Yes, and in this particular case the job was constantly failing/restarting 
because of Too Many Open Files. So we terminated the cluster entirely, created 
a new one, and launched a new job by specifying the latest checkpoint path to 
restore state from.


This is the only time I have seen this error happen with timer state. I still 
have that bad checkpoint data on s3, so I might be able to try to restore it 
again if needed to debug it. But that would require some tweaking, because I 
don't want to tangle with the same kafka consumer group offsets or send old 
data again to production endpoint.


Please keep in mind that there was that Too Many Open Files issue on the 
cluster that created the problematic checkpoint, if you think that's relevant.


On Tue, May 15, 2018 at 10:39 AM, Stefan Richter <s.rich...@data-artisans.com> 
wrote:

Hi,


I agree, this looks like a bug. Can you tell us your exact configuration of the 
state backend, e.g. if you are using incremental checkpoints or not. Are you 
using the local recovery feature? Are you restarting the job from a checkpoint 
or a savepoint? Can you provide logs for both the job that failed and the 
restarted job?


Best,
Stefan




Am 14.05.2018 um 13:00 schrieb Juho Autio <juho.au...@rovio.com>:


We have a Flink streaming job (1.5-SNAPSHOT) that uses timers to clear old 
state. After restoring state from a checkpoint, it seems like a timer had been 
restored, but not the data that was expected to be in a related MapState if 
such timer has been added.



The way I see this is that there's a bug, either of these:
- The writing of timers & map states to Flink state is not synchronized (or 
maybe there are no such guarantees by design?)
- Flink may restore a checkpoint that is actually corrupted/incomplete


Our code (simplified):


    private MapState<String, String> mapState;


    public void processElement(..) {
            mapState.put("lastUpdated", ctx.timestamp().toString());
            ctx.timerService().registerEventTimeTimer(ctx.timestamp() + 
stateRetentionMillis);
    }


    public void onTimer(long timestamp, OnTimerContext ctx, ..) {

        long lastUpdated = Long.parseLong(mapState.get("lastUpdated"));
        if (timestamp >= lastUpdated + stateRetentionMillis) {
            mapState.clear();
        }
    }


Normally this "just works". As you can see, it shouldn't be possible that 
"lastUpdated" doesn't exist in state if timer was registered and onTimer gets 
called.


However, after restoring state from a checkpoint, the job kept failing with 
this error:


Caused by: java.lang.NumberFormatException: null
at java.lang.Long.parseLong(Long.java:552)
at java.lang.Long.parseLong(Long.java:631)
at ..EnrichEventProcessFunction.onTimer(EnrichEventProcessFunction.java:136)
..


So apparently onTimer was called but lastUpdated wasn't found in the MapState.

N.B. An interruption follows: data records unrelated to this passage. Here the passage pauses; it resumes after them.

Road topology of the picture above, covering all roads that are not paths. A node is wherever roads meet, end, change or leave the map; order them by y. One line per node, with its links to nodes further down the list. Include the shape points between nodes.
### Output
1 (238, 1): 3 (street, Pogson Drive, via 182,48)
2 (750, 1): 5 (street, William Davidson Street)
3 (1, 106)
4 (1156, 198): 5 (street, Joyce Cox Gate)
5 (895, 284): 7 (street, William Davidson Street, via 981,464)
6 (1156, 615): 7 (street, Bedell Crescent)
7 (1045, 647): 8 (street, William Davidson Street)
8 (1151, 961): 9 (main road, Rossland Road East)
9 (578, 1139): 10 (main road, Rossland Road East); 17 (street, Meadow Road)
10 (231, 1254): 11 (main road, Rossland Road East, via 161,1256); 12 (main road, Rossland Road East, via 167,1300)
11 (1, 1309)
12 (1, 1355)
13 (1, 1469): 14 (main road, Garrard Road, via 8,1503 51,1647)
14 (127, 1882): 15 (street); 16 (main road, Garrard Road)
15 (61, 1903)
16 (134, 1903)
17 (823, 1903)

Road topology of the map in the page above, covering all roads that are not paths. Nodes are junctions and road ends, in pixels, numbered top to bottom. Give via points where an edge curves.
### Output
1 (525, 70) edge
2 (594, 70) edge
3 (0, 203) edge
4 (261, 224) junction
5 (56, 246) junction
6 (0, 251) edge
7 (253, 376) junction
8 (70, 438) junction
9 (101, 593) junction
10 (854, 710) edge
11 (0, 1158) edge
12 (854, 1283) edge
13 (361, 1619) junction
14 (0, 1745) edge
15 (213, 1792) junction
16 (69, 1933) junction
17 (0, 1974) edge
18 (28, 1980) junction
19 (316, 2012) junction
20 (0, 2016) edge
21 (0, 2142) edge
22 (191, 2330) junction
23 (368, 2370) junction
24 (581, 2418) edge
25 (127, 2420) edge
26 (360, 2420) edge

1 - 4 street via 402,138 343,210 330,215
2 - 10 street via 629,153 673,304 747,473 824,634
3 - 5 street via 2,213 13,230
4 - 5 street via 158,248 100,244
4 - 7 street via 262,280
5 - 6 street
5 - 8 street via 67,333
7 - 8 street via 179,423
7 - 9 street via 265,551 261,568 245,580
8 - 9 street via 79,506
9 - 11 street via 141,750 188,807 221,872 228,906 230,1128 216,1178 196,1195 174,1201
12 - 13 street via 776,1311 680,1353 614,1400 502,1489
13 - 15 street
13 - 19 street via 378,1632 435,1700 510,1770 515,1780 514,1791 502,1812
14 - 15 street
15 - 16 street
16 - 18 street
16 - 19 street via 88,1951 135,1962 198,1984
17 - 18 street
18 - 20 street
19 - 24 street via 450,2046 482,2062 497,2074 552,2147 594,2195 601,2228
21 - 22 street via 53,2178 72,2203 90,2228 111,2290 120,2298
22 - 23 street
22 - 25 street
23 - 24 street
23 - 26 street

The background for restoring state in this case is not entirely clean. There 
was an OS level issue "Too many open files" after running a job for ~11 days. 
To fix that, we replaced the cluster with a new one and launched the Flink job 
again. State was successfully restored from the latest checkpoint that had been 
created by the "problematic execution". Now, I'm assuming that if the state 
wouldn't have been created successfully, restoring wouldn't succeed either – 
correct? This is just to rule out that the issue with state didn't happen 
because the checkpoint files were somehow corrupted due to the Too many open 
files problem.



Thank you all for your continued support!


P.S. I would be very much interested to hear if there's some cleaner way to 
achieve this kind of TTL for keyed state in Flink.